» EXERCISE INSTRUCTIONS: Please could you give again the lines from the one holding "Digitize the connectivity" through the final line of the data below, exactly, with no other lines?

::: DATA FOR THIS EXERCISE :::

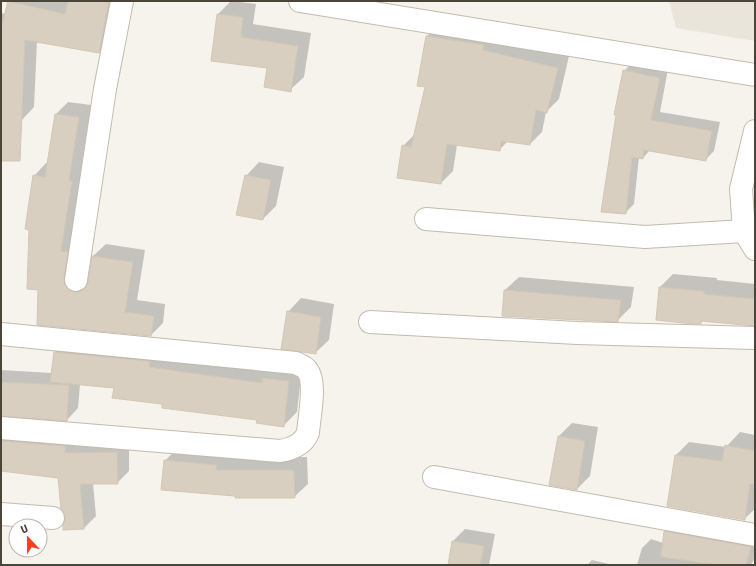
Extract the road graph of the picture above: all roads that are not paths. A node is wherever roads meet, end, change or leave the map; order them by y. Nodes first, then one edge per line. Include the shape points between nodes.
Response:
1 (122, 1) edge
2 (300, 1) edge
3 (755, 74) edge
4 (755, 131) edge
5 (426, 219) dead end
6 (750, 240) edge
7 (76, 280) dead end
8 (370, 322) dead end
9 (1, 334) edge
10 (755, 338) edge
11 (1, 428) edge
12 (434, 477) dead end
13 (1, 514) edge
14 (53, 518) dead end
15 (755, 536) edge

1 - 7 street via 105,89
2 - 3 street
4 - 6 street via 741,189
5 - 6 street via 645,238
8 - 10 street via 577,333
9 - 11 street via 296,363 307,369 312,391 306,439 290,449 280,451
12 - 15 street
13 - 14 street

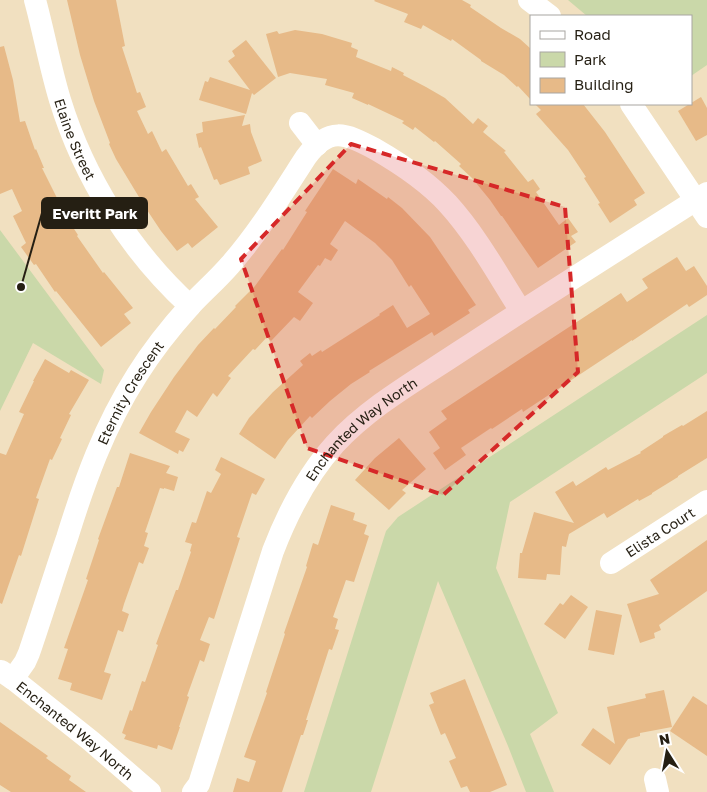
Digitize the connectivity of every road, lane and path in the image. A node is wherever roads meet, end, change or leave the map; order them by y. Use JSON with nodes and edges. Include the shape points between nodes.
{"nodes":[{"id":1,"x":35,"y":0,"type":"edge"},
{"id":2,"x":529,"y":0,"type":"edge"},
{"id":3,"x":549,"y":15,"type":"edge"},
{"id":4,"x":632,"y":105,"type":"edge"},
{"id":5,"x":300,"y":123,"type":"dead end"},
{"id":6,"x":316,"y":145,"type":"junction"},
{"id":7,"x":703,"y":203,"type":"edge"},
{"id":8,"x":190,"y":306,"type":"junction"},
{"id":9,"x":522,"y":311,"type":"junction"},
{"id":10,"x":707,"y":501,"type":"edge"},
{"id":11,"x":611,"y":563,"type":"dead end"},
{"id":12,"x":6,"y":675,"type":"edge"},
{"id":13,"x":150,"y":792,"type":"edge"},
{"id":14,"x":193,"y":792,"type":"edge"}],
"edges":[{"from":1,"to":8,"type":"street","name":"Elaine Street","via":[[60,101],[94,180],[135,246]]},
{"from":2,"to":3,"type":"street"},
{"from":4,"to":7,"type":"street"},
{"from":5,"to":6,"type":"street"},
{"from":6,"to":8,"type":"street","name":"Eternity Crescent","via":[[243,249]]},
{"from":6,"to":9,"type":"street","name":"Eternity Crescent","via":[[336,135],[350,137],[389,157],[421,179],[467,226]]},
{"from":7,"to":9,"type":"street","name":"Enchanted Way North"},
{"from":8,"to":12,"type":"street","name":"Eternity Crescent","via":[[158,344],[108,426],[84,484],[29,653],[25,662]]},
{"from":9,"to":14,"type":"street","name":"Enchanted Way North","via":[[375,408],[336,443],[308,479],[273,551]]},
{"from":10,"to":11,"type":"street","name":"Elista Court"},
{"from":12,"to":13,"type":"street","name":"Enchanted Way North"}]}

:::

» RESPONSE:
Digitize the connectivity of every road, lane and path in the image. A node is wherever roads meet, end, change or leave the map; order them by y. Use JSON with nodes and edges. Include the shape points between nodes.
{"nodes":[{"id":1,"x":35,"y":0,"type":"edge"},
{"id":2,"x":529,"y":0,"type":"edge"},
{"id":3,"x":549,"y":15,"type":"edge"},
{"id":4,"x":632,"y":105,"type":"edge"},
{"id":5,"x":300,"y":123,"type":"dead end"},
{"id":6,"x":316,"y":145,"type":"junction"},
{"id":7,"x":703,"y":203,"type":"edge"},
{"id":8,"x":190,"y":306,"type":"junction"},
{"id":9,"x":522,"y":311,"type":"junction"},
{"id":10,"x":707,"y":501,"type":"edge"},
{"id":11,"x":611,"y":563,"type":"dead end"},
{"id":12,"x":6,"y":675,"type":"edge"},
{"id":13,"x":150,"y":792,"type":"edge"},
{"id":14,"x":193,"y":792,"type":"edge"}],
"edges":[{"from":1,"to":8,"type":"street","name":"Elaine Street","via":[[60,101],[94,180],[135,246]]},
{"from":2,"to":3,"type":"street"},
{"from":4,"to":7,"type":"street"},
{"from":5,"to":6,"type":"street"},
{"from":6,"to":8,"type":"street","name":"Eternity Crescent","via":[[243,249]]},
{"from":6,"to":9,"type":"street","name":"Eternity Crescent","via":[[336,135],[350,137],[389,157],[421,179],[467,226]]},
{"from":7,"to":9,"type":"street","name":"Enchanted Way North"},
{"from":8,"to":12,"type":"street","name":"Eternity Crescent","via":[[158,344],[108,426],[84,484],[29,653],[25,662]]},
{"from":9,"to":14,"type":"street","name":"Enchanted Way North","via":[[375,408],[336,443],[308,479],[273,551]]},
{"from":10,"to":11,"type":"street","name":"Elista Court"},
{"from":12,"to":13,"type":"street","name":"Enchanted Way North"}]}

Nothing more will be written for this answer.